[Data extracted from a collection]
□ □ □ □ □ □ □

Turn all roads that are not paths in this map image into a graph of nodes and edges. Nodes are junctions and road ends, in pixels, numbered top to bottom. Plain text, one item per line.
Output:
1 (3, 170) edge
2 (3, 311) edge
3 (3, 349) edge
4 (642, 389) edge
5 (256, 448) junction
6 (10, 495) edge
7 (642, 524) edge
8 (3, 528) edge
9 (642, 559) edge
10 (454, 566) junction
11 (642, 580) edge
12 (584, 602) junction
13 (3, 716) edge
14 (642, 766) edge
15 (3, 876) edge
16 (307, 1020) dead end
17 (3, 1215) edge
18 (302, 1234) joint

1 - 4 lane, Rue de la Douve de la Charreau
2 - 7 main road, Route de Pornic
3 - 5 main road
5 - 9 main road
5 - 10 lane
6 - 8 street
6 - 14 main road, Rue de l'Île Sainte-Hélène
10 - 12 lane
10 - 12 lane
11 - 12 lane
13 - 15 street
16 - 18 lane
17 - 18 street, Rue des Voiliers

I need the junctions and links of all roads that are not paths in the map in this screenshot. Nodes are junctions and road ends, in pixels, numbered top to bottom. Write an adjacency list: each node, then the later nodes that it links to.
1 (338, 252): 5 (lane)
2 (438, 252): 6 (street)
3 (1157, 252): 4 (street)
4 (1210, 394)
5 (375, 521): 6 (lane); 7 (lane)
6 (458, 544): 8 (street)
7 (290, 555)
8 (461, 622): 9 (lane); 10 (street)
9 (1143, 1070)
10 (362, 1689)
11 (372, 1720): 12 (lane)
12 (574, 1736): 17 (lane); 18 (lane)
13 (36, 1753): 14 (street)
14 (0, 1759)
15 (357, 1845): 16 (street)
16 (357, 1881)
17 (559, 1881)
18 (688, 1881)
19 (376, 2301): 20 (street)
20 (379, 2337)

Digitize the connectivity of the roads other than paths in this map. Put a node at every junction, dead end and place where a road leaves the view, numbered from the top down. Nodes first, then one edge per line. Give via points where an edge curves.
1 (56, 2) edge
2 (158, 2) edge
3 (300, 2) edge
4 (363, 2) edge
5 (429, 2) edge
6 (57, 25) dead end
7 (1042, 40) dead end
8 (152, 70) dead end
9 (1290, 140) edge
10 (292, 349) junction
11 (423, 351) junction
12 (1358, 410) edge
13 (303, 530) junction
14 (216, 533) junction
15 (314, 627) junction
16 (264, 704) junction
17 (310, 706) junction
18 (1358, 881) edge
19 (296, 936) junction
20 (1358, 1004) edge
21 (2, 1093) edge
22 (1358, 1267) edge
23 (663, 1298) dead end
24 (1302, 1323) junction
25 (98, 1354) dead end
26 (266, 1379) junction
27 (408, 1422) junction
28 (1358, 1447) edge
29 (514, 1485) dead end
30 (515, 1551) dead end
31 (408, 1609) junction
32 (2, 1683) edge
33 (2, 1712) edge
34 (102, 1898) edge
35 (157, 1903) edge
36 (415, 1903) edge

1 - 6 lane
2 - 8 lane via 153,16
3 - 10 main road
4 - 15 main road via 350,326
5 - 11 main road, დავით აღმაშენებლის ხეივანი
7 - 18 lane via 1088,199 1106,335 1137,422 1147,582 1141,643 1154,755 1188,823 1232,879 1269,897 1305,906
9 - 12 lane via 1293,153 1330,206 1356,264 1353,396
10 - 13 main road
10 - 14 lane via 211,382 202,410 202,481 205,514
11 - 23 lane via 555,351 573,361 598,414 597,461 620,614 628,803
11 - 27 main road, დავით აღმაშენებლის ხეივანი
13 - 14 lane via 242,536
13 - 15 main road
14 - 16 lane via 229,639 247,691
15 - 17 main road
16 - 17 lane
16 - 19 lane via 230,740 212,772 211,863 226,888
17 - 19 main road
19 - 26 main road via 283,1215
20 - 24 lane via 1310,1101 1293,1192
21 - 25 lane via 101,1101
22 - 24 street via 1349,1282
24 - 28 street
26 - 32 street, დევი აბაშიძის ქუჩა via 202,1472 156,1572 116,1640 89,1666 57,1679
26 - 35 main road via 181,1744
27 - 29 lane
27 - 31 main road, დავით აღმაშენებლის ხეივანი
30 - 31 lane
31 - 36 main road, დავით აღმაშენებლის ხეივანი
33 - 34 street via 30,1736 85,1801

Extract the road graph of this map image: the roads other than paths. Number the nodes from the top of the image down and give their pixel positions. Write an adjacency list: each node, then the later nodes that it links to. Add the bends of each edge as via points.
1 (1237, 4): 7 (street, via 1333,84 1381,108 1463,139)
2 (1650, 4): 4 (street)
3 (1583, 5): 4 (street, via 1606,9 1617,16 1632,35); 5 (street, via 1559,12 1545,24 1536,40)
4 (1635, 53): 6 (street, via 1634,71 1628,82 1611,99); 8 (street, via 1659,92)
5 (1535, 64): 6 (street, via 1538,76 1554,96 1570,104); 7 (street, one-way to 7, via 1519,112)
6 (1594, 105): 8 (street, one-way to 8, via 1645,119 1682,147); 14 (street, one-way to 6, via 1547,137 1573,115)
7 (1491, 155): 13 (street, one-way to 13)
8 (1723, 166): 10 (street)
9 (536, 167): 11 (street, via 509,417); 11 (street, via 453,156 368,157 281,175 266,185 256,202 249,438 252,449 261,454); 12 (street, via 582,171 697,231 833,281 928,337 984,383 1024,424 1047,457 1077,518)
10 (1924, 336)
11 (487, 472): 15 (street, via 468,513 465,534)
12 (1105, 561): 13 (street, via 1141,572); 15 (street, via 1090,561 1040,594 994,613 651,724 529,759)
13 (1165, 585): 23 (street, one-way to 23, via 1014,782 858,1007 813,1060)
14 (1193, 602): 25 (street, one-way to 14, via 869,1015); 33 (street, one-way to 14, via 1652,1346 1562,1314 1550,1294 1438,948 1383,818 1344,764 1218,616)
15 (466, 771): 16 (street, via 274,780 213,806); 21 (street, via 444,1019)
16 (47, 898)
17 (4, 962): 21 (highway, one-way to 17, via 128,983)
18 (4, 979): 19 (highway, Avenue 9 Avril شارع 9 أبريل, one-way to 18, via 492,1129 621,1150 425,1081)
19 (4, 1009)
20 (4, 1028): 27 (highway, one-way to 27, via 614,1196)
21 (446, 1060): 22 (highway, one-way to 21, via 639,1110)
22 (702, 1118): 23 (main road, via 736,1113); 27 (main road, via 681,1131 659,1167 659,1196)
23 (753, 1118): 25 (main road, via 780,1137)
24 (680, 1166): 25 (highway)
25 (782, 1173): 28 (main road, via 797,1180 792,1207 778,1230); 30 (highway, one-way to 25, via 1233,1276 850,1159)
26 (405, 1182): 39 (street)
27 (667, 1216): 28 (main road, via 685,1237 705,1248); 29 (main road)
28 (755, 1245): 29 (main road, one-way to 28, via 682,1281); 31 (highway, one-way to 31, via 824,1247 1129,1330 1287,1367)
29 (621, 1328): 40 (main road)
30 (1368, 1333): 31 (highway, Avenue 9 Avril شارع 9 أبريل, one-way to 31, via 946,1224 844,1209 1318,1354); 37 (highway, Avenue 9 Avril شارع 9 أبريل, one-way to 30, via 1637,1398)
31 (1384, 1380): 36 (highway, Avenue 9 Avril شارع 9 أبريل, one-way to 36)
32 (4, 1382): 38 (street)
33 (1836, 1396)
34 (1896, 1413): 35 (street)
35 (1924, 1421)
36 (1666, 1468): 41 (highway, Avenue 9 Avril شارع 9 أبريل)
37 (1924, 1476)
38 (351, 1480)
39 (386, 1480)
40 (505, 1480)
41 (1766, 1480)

□ □ □ □ □ □ □

TASK DESCRIPTION => Check the lines above and copy each one that includes "აღმაშენებლის".

TASK ANSWER =>
5 - 11 main road, დავით აღმაშენებლის ხეივანი
11 - 27 main road, დავით აღმაშენებლის ხეივანი
27 - 31 main road, დავით აღმაშენებლის ხეივანი
31 - 36 main road, დავით აღმაშენებლის ხეივანი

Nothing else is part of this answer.